While individual genes are responsible for cholesterol production in the body, a diet can also play a huge factor in determining cholesterol levels. If consumption of saturated fats and trans fats is high, the levels of LDL cholesterol shoot up, increasing the risk of heart disease, stroke and cardiac arrest.
In order to keep cholesterol levels within appropriate limits, manmade fatty foods and processed fats must be avoided as far as possible. However, every diet requires a balance and must include some amount of fats in it. As such, one must look to replace saturated fats with monounsaturated and polyunsaturated fats.

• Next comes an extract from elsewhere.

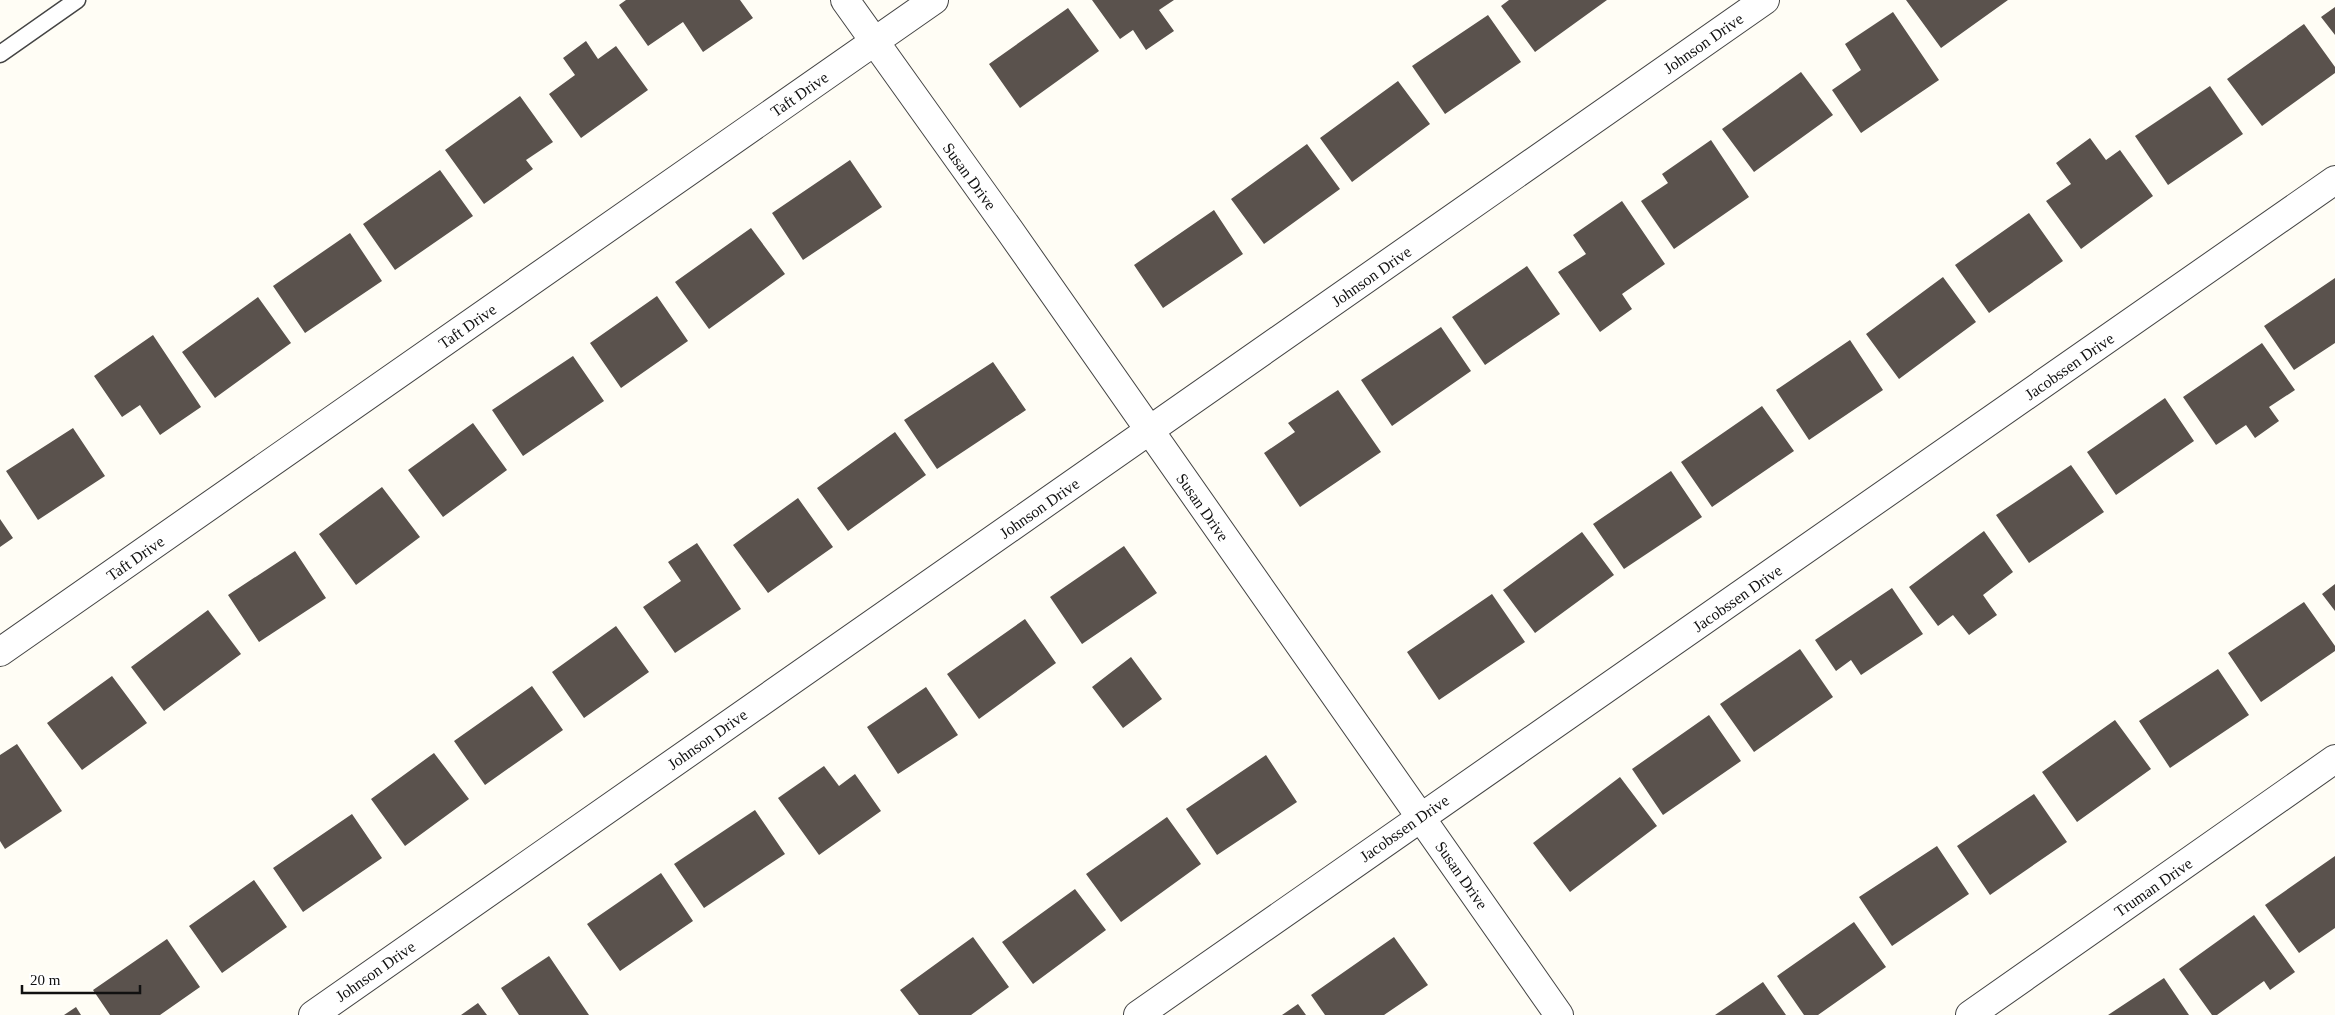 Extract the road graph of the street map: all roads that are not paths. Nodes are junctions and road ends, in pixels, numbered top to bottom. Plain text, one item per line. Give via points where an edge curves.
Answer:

It is important to keep portions in check and resort to foods which contain healthy fats. Here are some of the foods which need to be avoided to keep cholesterol levels in check:
- Full fat dairy products such as cream cheese, butter and other milk products
- Hard margarines
- Fatty meat products, such as hamburgers which contain red meat
- Fried and processed meat
- Commercial baked goods such as snacks, cookies, muffins, crackers which contain hydrogenated vegetable oils
- Organ meats such as kidneys and livers
- Fast foods
- Microwave popcorn
- Cheese and macaroni
- French fries
- Ice cream
- Egg yolks
While avoiding these foods can help lower LDL cholesterol levels, you must also look to exercise regularly to keep cholesterol levels in check.
In the next section, we have outlined some of the foods that you can safely include in your diet to keep cholesterol levels in check.
Top foods for a high cholesterol diet
Here are some of the top foods that can improve your cholesterol numbers:
- Omega 3 Fatty Acids: Found in fish such as herring, mackerel, trout, tuna, sardines, halibut and salmon
- Monounsaturated fats: Found in nuts, sunflower oil, olive oil, canola oil and avocados
- High fiber foods: Found in bran, oatmeal, prunes, kidney beans, pears and apples
- Polyunsaturated fats: Found in nuts such as almonds, walnuts, pistachios and cashews
- Plant sterols: Found in yoghurt, orange juice and some types of low fat dairy products
- Whey protein
These mentioned foods can help lower LDL cholesterol levels, while keeping HDL cholesterol levels at appropriate levels. Ensure to include these foods in a high cholesterol diet.